General Motors announced aggressive profit and sales targets in a meeting with investors Wednesday, and pledged to return more money to shareholders through increasing dividends.
CEO Mary Barra said GM now expects company-wide profit margins to hit between 9% and 10% early in the next decade -- nearly double its 2013 profit margin.
She also announced near-term profit targets, including 10% margins in North America by 2016. Also in 2016, Barra expects to turn GM's string of losses in Europe into a profit.
Much of those increased profits will flow through to investors as the company said it anticipates "strong and growing dividends." The company went nearly six years without paying a dividend amid mounting losses that drove it into bankruptcy.

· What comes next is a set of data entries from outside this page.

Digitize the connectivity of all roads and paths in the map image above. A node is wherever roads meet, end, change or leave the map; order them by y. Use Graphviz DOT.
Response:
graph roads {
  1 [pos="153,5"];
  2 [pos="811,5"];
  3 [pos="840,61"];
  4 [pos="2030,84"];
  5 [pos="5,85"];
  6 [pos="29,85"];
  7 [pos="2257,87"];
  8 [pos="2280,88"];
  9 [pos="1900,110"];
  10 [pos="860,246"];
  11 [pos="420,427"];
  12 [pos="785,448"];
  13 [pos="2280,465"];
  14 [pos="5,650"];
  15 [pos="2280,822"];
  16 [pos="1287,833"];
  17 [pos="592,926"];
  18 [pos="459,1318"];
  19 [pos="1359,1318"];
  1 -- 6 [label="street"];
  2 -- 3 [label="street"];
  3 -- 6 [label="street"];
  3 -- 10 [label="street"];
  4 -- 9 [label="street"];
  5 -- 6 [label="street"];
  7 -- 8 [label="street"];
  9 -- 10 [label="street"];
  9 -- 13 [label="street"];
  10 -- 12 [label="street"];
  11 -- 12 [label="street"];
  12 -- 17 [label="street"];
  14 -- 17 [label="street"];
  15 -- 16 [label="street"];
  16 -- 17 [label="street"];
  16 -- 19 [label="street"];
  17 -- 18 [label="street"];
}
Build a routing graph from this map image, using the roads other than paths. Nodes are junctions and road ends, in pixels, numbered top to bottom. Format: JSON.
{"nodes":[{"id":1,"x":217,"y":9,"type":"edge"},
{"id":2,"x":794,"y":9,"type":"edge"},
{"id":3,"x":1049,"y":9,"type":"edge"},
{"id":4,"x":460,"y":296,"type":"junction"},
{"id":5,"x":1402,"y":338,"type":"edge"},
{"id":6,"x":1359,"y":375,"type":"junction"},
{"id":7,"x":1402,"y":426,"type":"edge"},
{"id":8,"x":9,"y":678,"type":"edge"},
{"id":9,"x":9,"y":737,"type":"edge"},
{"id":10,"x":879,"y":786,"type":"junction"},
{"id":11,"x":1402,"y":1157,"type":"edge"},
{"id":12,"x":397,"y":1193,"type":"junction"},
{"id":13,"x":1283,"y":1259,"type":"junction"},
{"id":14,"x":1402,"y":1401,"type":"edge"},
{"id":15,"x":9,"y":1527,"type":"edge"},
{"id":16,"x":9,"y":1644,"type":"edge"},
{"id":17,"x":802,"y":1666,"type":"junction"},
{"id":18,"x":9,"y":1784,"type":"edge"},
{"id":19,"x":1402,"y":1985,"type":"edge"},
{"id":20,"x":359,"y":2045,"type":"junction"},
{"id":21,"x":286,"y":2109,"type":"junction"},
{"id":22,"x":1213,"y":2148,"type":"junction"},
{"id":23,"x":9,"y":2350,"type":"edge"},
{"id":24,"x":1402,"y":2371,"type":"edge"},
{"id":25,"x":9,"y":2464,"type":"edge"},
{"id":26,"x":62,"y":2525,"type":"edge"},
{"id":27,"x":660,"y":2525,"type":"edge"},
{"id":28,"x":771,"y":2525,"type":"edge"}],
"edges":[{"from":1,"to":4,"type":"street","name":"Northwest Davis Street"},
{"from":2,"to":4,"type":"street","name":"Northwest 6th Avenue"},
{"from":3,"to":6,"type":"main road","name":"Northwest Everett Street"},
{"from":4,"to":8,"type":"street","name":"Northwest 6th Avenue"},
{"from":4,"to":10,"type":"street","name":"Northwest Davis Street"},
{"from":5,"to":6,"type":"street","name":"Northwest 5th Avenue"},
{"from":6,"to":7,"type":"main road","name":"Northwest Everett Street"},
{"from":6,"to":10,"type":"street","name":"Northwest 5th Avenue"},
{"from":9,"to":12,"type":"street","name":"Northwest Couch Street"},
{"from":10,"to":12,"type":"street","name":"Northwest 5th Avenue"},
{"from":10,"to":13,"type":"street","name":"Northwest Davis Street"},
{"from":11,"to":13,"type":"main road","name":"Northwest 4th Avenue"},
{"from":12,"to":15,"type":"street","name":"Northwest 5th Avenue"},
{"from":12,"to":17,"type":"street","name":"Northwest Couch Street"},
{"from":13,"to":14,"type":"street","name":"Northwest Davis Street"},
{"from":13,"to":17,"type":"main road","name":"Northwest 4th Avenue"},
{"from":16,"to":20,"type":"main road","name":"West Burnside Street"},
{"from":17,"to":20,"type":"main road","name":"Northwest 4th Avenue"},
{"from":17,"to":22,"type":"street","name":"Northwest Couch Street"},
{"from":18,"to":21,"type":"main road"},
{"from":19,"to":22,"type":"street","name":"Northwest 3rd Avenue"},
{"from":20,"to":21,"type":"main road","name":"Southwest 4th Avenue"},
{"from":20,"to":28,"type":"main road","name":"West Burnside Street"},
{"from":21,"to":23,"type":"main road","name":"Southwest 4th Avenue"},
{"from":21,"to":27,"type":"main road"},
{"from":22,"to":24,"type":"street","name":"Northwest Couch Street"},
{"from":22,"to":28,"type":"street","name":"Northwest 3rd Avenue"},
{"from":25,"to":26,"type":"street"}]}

The automaker restored the dividend earlier this year.
GM's profits for 2014 have basically been wiped out by the cost of a record number of recalls, including 2.6 million vehicles for an ignition switch problem tied to at least 23 deaths.
The company is No. 1 in U.S. auto sales and No. 2 in China, which is now the world's largest auto market. It expects to spend $14 billion between 2014 and 2018 to open five new factories in China to help boost sales there to 5 million a year, up from 3.2 million cars sold in China last year.
GM's (GM) bullish profit forecast stands in contrast to the earnings warning issued by Ford Motor (F) earlier this week. This is the second straight year that Ford has been forced to warn investors on its profit outlook, sending Ford's shares sharply lower.
Shares of GM rose following the release of the profit target as well as a strong September U.S. auto sales report. GM sales were up 19% in the month on improved truck sales.